- ACTIVITY
Line by line, copy out the data below exactly.

- DATA TO PROCESS
+ + + + +
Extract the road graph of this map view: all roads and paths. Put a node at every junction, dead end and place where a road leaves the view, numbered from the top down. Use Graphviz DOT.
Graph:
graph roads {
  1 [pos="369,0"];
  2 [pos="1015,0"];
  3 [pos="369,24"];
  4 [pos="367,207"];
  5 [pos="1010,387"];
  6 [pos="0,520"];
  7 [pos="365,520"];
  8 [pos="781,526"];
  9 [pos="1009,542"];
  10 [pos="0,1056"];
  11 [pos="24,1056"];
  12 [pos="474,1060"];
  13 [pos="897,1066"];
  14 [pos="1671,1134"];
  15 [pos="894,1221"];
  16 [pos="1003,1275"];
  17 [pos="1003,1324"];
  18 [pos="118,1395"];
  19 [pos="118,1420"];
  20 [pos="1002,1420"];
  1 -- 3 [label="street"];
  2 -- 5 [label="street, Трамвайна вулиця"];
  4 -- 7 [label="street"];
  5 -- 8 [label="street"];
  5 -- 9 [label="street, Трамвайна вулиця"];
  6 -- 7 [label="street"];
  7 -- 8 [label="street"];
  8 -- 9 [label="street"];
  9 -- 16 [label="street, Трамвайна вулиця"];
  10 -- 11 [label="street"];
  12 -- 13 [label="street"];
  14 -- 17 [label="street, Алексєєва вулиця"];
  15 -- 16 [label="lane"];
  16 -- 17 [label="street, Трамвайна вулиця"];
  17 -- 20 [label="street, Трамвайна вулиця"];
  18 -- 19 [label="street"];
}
+ + + + +
- RESULT OF THE TASK
Extract the road graph of this map view: all roads and paths. Put a node at every junction, dead end and place where a road leaves the view, numbered from the top down. Use Graphviz DOT.
Graph:
graph roads {
  1 [pos="369,0"];
  2 [pos="1015,0"];
  3 [pos="369,24"];
  4 [pos="367,207"];
  5 [pos="1010,387"];
  6 [pos="0,520"];
  7 [pos="365,520"];
  8 [pos="781,526"];
  9 [pos="1009,542"];
  10 [pos="0,1056"];
  11 [pos="24,1056"];
  12 [pos="474,1060"];
  13 [pos="897,1066"];
  14 [pos="1671,1134"];
  15 [pos="894,1221"];
  16 [pos="1003,1275"];
  17 [pos="1003,1324"];
  18 [pos="118,1395"];
  19 [pos="118,1420"];
  20 [pos="1002,1420"];
  1 -- 3 [label="street"];
  2 -- 5 [label="street, Трамвайна вулиця"];
  4 -- 7 [label="street"];
  5 -- 8 [label="street"];
  5 -- 9 [label="street, Трамвайна вулиця"];
  6 -- 7 [label="street"];
  7 -- 8 [label="street"];
  8 -- 9 [label="street"];
  9 -- 16 [label="street, Трамвайна вулиця"];
  10 -- 11 [label="street"];
  12 -- 13 [label="street"];
  14 -- 17 [label="street, Алексєєва вулиця"];
  15 -- 16 [label="lane"];
  16 -- 17 [label="street, Трамвайна вулиця"];
  17 -- 20 [label="street, Трамвайна вулиця"];
  18 -- 19 [label="street"];
}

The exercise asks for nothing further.